** Opening RECORD EXTRACTS block **

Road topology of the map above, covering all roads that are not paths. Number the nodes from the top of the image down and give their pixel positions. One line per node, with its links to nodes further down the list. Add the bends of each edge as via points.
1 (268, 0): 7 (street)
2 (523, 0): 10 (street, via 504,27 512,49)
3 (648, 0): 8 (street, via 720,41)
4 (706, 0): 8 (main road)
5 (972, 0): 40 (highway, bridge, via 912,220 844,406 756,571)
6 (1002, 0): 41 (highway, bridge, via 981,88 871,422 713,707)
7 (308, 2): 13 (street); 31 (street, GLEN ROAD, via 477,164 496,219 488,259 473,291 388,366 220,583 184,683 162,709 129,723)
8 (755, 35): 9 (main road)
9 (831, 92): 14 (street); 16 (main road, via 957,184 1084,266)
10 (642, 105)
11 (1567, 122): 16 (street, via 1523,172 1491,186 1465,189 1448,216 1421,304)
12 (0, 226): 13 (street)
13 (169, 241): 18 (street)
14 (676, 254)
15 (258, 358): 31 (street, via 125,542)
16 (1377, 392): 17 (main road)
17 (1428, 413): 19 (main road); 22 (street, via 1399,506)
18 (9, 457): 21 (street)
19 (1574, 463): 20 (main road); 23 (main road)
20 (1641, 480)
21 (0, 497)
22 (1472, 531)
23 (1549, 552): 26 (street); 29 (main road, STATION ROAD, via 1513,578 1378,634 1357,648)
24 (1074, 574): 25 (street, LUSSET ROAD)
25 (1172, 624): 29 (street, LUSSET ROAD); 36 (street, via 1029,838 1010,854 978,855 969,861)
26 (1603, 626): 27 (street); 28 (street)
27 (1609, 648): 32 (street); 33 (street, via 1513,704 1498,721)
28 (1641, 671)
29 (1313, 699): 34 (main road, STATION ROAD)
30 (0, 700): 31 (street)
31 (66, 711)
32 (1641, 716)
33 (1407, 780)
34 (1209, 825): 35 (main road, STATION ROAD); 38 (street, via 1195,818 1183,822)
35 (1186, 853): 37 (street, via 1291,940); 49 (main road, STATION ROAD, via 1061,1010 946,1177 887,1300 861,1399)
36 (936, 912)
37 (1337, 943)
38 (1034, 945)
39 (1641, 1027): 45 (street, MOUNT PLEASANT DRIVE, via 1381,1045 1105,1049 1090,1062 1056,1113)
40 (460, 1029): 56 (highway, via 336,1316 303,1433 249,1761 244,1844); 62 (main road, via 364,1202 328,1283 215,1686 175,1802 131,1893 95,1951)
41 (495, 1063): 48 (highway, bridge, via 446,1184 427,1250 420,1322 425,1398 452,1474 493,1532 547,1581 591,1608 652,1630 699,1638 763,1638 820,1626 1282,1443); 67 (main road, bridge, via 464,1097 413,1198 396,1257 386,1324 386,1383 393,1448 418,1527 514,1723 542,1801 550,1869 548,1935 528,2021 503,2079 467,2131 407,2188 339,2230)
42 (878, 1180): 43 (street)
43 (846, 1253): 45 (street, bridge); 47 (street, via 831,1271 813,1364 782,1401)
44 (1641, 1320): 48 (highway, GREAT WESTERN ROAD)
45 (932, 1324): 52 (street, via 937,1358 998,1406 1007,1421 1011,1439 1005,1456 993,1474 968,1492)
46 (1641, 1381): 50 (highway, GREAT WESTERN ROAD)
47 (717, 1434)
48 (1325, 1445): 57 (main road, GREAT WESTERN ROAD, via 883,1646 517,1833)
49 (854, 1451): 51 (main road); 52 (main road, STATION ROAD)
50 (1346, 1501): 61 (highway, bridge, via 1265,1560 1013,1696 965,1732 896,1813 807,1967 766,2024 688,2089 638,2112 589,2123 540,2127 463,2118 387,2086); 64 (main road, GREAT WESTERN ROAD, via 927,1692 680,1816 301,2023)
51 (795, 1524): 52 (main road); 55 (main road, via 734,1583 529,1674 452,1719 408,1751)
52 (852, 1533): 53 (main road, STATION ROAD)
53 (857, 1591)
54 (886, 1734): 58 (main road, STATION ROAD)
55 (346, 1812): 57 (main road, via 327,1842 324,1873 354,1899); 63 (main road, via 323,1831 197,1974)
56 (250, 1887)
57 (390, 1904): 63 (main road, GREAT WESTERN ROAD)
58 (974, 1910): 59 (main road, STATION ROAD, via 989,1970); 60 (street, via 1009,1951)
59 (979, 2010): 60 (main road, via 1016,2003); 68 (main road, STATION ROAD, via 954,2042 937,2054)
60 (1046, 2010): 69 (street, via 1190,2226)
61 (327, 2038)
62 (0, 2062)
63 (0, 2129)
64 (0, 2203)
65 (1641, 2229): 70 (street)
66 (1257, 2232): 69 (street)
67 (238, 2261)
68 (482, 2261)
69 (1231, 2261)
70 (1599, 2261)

** Closing RECORD EXTRACTS block **

WORK ORDER
Copy every record verbatim.

ANSWER BOX
Road topology of the map above, covering all roads that are not paths. Number the nodes from the top of the image down and give their pixel positions. One line per node, with its links to nodes further down the list. Add the bends of each edge as via points.
1 (268, 0): 7 (street)
2 (523, 0): 10 (street, via 504,27 512,49)
3 (648, 0): 8 (street, via 720,41)
4 (706, 0): 8 (main road)
5 (972, 0): 40 (highway, bridge, via 912,220 844,406 756,571)
6 (1002, 0): 41 (highway, bridge, via 981,88 871,422 713,707)
7 (308, 2): 13 (street); 31 (street, GLEN ROAD, via 477,164 496,219 488,259 473,291 388,366 220,583 184,683 162,709 129,723)
8 (755, 35): 9 (main road)
9 (831, 92): 14 (street); 16 (main road, via 957,184 1084,266)
10 (642, 105)
11 (1567, 122): 16 (street, via 1523,172 1491,186 1465,189 1448,216 1421,304)
12 (0, 226): 13 (street)
13 (169, 241): 18 (street)
14 (676, 254)
15 (258, 358): 31 (street, via 125,542)
16 (1377, 392): 17 (main road)
17 (1428, 413): 19 (main road); 22 (street, via 1399,506)
18 (9, 457): 21 (street)
19 (1574, 463): 20 (main road); 23 (main road)
20 (1641, 480)
21 (0, 497)
22 (1472, 531)
23 (1549, 552): 26 (street); 29 (main road, STATION ROAD, via 1513,578 1378,634 1357,648)
24 (1074, 574): 25 (street, LUSSET ROAD)
25 (1172, 624): 29 (street, LUSSET ROAD); 36 (street, via 1029,838 1010,854 978,855 969,861)
26 (1603, 626): 27 (street); 28 (street)
27 (1609, 648): 32 (street); 33 (street, via 1513,704 1498,721)
28 (1641, 671)
29 (1313, 699): 34 (main road, STATION ROAD)
30 (0, 700): 31 (street)
31 (66, 711)
32 (1641, 716)
33 (1407, 780)
34 (1209, 825): 35 (main road, STATION ROAD); 38 (street, via 1195,818 1183,822)
35 (1186, 853): 37 (street, via 1291,940); 49 (main road, STATION ROAD, via 1061,1010 946,1177 887,1300 861,1399)
36 (936, 912)
37 (1337, 943)
38 (1034, 945)
39 (1641, 1027): 45 (street, MOUNT PLEASANT DRIVE, via 1381,1045 1105,1049 1090,1062 1056,1113)
40 (460, 1029): 56 (highway, via 336,1316 303,1433 249,1761 244,1844); 62 (main road, via 364,1202 328,1283 215,1686 175,1802 131,1893 95,1951)
41 (495, 1063): 48 (highway, bridge, via 446,1184 427,1250 420,1322 425,1398 452,1474 493,1532 547,1581 591,1608 652,1630 699,1638 763,1638 820,1626 1282,1443); 67 (main road, bridge, via 464,1097 413,1198 396,1257 386,1324 386,1383 393,1448 418,1527 514,1723 542,1801 550,1869 548,1935 528,2021 503,2079 467,2131 407,2188 339,2230)
42 (878, 1180): 43 (street)
43 (846, 1253): 45 (street, bridge); 47 (street, via 831,1271 813,1364 782,1401)
44 (1641, 1320): 48 (highway, GREAT WESTERN ROAD)
45 (932, 1324): 52 (street, via 937,1358 998,1406 1007,1421 1011,1439 1005,1456 993,1474 968,1492)
46 (1641, 1381): 50 (highway, GREAT WESTERN ROAD)
47 (717, 1434)
48 (1325, 1445): 57 (main road, GREAT WESTERN ROAD, via 883,1646 517,1833)
49 (854, 1451): 51 (main road); 52 (main road, STATION ROAD)
50 (1346, 1501): 61 (highway, bridge, via 1265,1560 1013,1696 965,1732 896,1813 807,1967 766,2024 688,2089 638,2112 589,2123 540,2127 463,2118 387,2086); 64 (main road, GREAT WESTERN ROAD, via 927,1692 680,1816 301,2023)
51 (795, 1524): 52 (main road); 55 (main road, via 734,1583 529,1674 452,1719 408,1751)
52 (852, 1533): 53 (main road, STATION ROAD)
53 (857, 1591)
54 (886, 1734): 58 (main road, STATION ROAD)
55 (346, 1812): 57 (main road, via 327,1842 324,1873 354,1899); 63 (main road, via 323,1831 197,1974)
56 (250, 1887)
57 (390, 1904): 63 (main road, GREAT WESTERN ROAD)
58 (974, 1910): 59 (main road, STATION ROAD, via 989,1970); 60 (street, via 1009,1951)
59 (979, 2010): 60 (main road, via 1016,2003); 68 (main road, STATION ROAD, via 954,2042 937,2054)
60 (1046, 2010): 69 (street, via 1190,2226)
61 (327, 2038)
62 (0, 2062)
63 (0, 2129)
64 (0, 2203)
65 (1641, 2229): 70 (street)
66 (1257, 2232): 69 (street)
67 (238, 2261)
68 (482, 2261)
69 (1231, 2261)
70 (1599, 2261)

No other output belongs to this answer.